■ Task to carry out ■
Give back each record precisely, pictures excluded.

Excerpted data Block Start

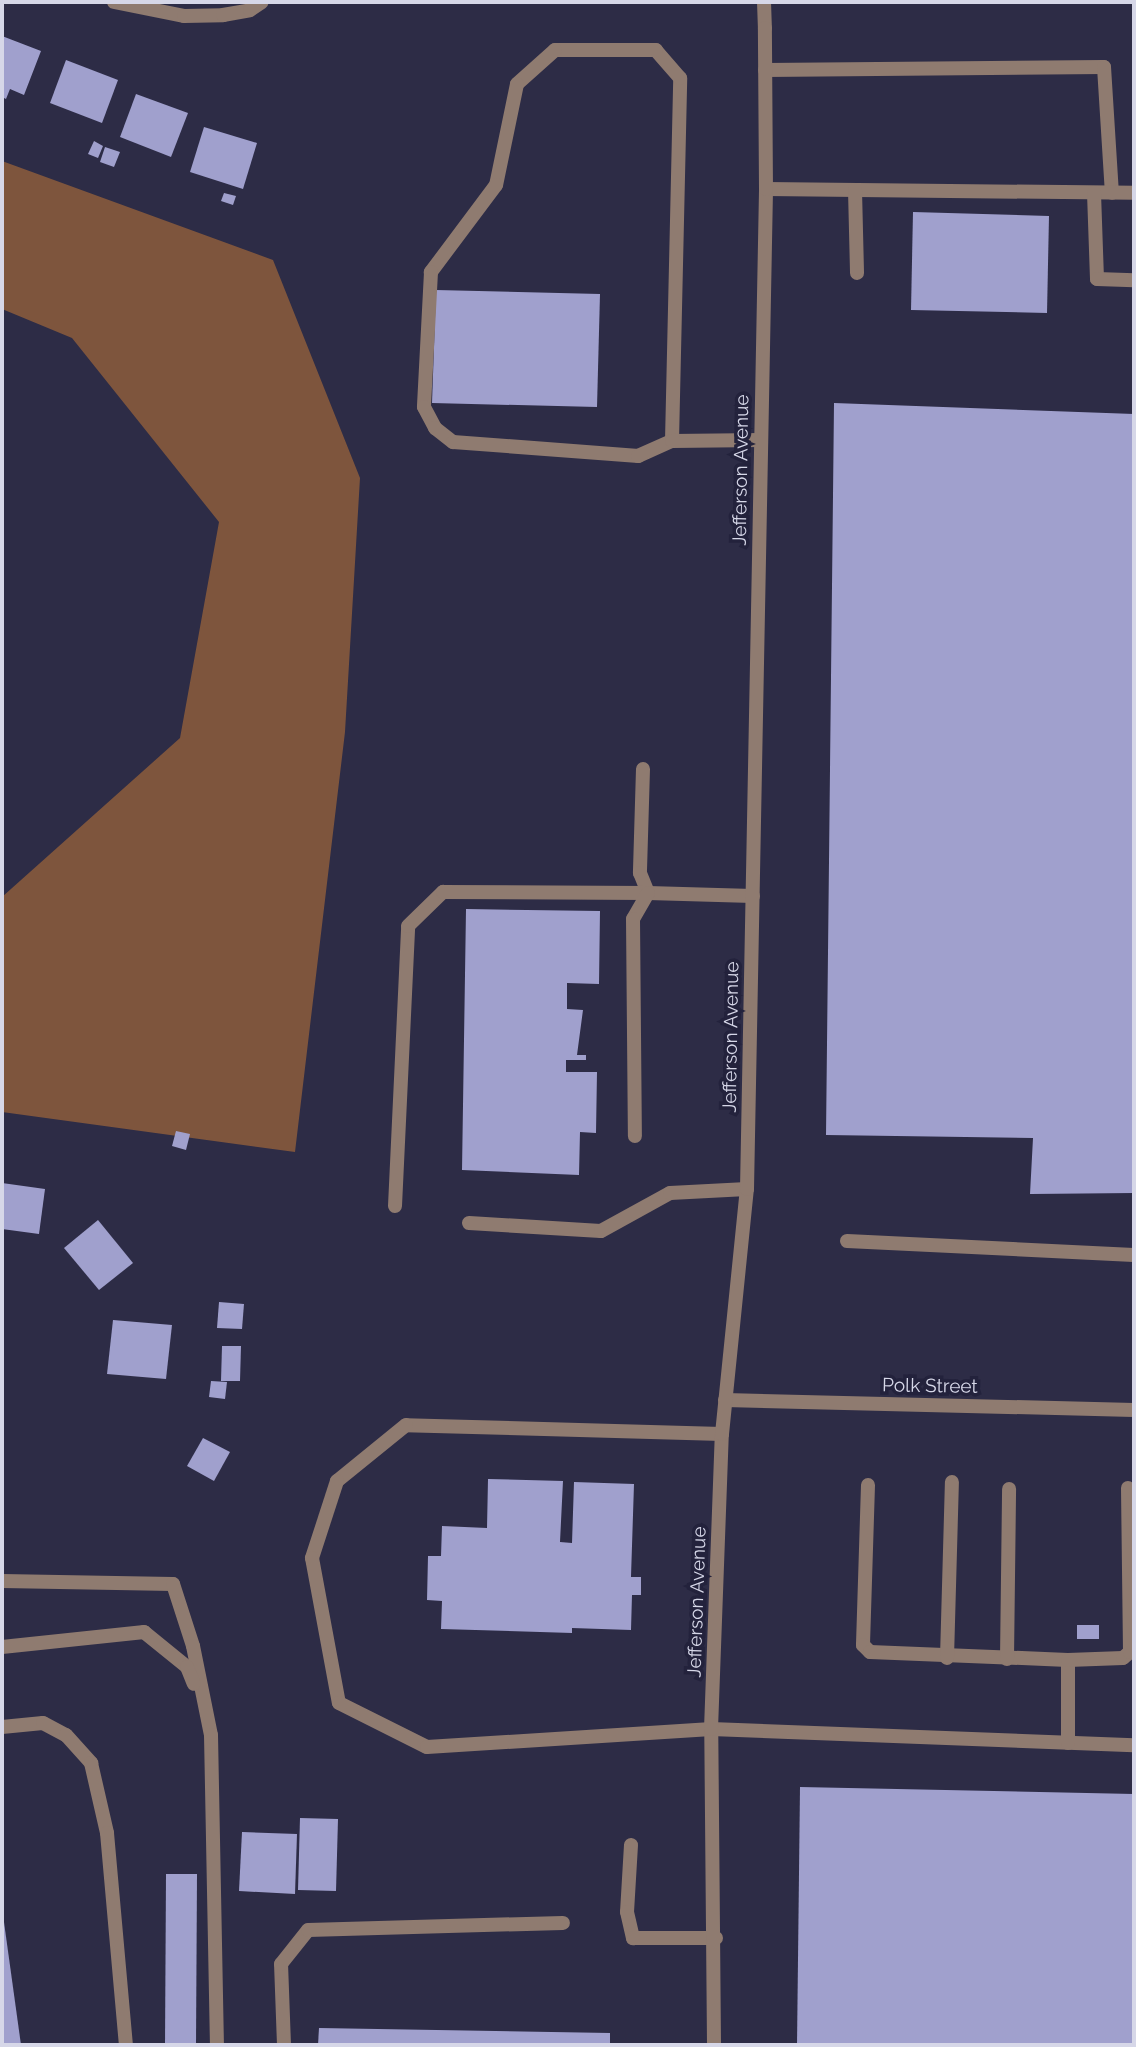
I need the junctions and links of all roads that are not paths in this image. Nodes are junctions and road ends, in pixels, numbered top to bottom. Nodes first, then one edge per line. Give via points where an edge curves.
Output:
1 (114, 2) edge
2 (262, 2) edge
3 (764, 2) edge
4 (765, 70) junction
5 (766, 189) junction
6 (855, 190) junction
7 (1094, 193) junction
8 (1112, 193) junction
9 (1134, 193) edge
10 (857, 273) dead end
11 (1134, 280) edge
12 (761, 440) junction
13 (672, 441) junction
14 (643, 769) dead end
15 (648, 893) junction
16 (753, 896) junction
17 (635, 1136) dead end
18 (747, 1189) junction
19 (395, 1206) dead end
20 (469, 1223) dead end
21 (847, 1241) dead end
22 (1134, 1255) edge
23 (725, 1400) junction
24 (1134, 1409) edge
25 (723, 1434) junction
26 (952, 1482) dead end
27 (868, 1485) dead end
28 (1128, 1488) dead end
29 (1009, 1489) dead end
30 (2, 1581) edge
31 (2, 1647) edge
32 (947, 1658) junction
33 (1007, 1659) junction
34 (1068, 1660) junction
35 (201, 1698) junction
36 (2, 1727) edge
37 (711, 1729) junction
38 (1068, 1743) junction
39 (1134, 1745) edge
40 (631, 1845) dead end
41 (563, 1923) dead end
42 (716, 1938) junction
43 (126, 2045) edge
44 (217, 2045) edge
45 (284, 2045) edge
46 (714, 2045) edge

1 - 2 street via 184,16 223,15 250,10
3 - 4 street, Jefferson Avenue
4 - 5 street, Jefferson Avenue
4 - 8 street via 1104,67
5 - 6 street
5 - 12 street, Jefferson Avenue
6 - 7 street
6 - 10 street
7 - 8 street
7 - 11 street via 1097,279
8 - 9 street
12 - 13 street
12 - 16 street, Jefferson Avenue
13 - 13 street via 638,456 453,442 435,428 424,407 431,272 496,186 517,84 555,50 656,50 680,78
14 - 15 street via 640,873
15 - 16 street
15 - 17 street via 633,919
15 - 19 street via 443,892 408,926
16 - 18 street, Jefferson Avenue
18 - 20 street via 670,1193 601,1231
18 - 23 street, Jefferson Avenue
21 - 22 street
23 - 24 street, Polk Street
23 - 25 street, Jefferson Avenue
25 - 37 street, Jefferson Avenue
25 - 37 street via 406,1425 337,1481 312,1558 339,1703 427,1747
26 - 32 street
27 - 32 street via 863,1645 870,1652
28 - 34 street via 1130,1652 1123,1658
29 - 33 street
30 - 35 street via 173,1584 193,1646
31 - 35 street via 144,1632 187,1667
32 - 33 street
33 - 34 street
34 - 38 street
35 - 44 street via 211,1735
36 - 43 street via 43,1723 65,1735 90,1763 107,1833
37 - 38 street
37 - 42 street, Jefferson Avenue
38 - 39 street
40 - 42 street via 627,1912 633,1938
41 - 45 street via 308,1930 281,1964
42 - 46 street, Jefferson Avenue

Excerpted data Block End

■ Your solution ■
I need the junctions and links of all roads that are not paths in this image. Nodes are junctions and road ends, in pixels, numbered top to bottom. Nodes first, then one edge per line. Give via points where an edge curves.
Output:
1 (114, 2) edge
2 (262, 2) edge
3 (764, 2) edge
4 (765, 70) junction
5 (766, 189) junction
6 (855, 190) junction
7 (1094, 193) junction
8 (1112, 193) junction
9 (1134, 193) edge
10 (857, 273) dead end
11 (1134, 280) edge
12 (761, 440) junction
13 (672, 441) junction
14 (643, 769) dead end
15 (648, 893) junction
16 (753, 896) junction
17 (635, 1136) dead end
18 (747, 1189) junction
19 (395, 1206) dead end
20 (469, 1223) dead end
21 (847, 1241) dead end
22 (1134, 1255) edge
23 (725, 1400) junction
24 (1134, 1409) edge
25 (723, 1434) junction
26 (952, 1482) dead end
27 (868, 1485) dead end
28 (1128, 1488) dead end
29 (1009, 1489) dead end
30 (2, 1581) edge
31 (2, 1647) edge
32 (947, 1658) junction
33 (1007, 1659) junction
34 (1068, 1660) junction
35 (201, 1698) junction
36 (2, 1727) edge
37 (711, 1729) junction
38 (1068, 1743) junction
39 (1134, 1745) edge
40 (631, 1845) dead end
41 (563, 1923) dead end
42 (716, 1938) junction
43 (126, 2045) edge
44 (217, 2045) edge
45 (284, 2045) edge
46 (714, 2045) edge

1 - 2 street via 184,16 223,15 250,10
3 - 4 street, Jefferson Avenue
4 - 5 street, Jefferson Avenue
4 - 8 street via 1104,67
5 - 6 street
5 - 12 street, Jefferson Avenue
6 - 7 street
6 - 10 street
7 - 8 street
7 - 11 street via 1097,279
8 - 9 street
12 - 13 street
12 - 16 street, Jefferson Avenue
13 - 13 street via 638,456 453,442 435,428 424,407 431,272 496,186 517,84 555,50 656,50 680,78
14 - 15 street via 640,873
15 - 16 street
15 - 17 street via 633,919
15 - 19 street via 443,892 408,926
16 - 18 street, Jefferson Avenue
18 - 20 street via 670,1193 601,1231
18 - 23 street, Jefferson Avenue
21 - 22 street
23 - 24 street, Polk Street
23 - 25 street, Jefferson Avenue
25 - 37 street, Jefferson Avenue
25 - 37 street via 406,1425 337,1481 312,1558 339,1703 427,1747
26 - 32 street
27 - 32 street via 863,1645 870,1652
28 - 34 street via 1130,1652 1123,1658
29 - 33 street
30 - 35 street via 173,1584 193,1646
31 - 35 street via 144,1632 187,1667
32 - 33 street
33 - 34 street
34 - 38 street
35 - 44 street via 211,1735
36 - 43 street via 43,1723 65,1735 90,1763 107,1833
37 - 38 street
37 - 42 street, Jefferson Avenue
38 - 39 street
40 - 42 street via 627,1912 633,1938
41 - 45 street via 308,1930 281,1964
42 - 46 street, Jefferson Avenue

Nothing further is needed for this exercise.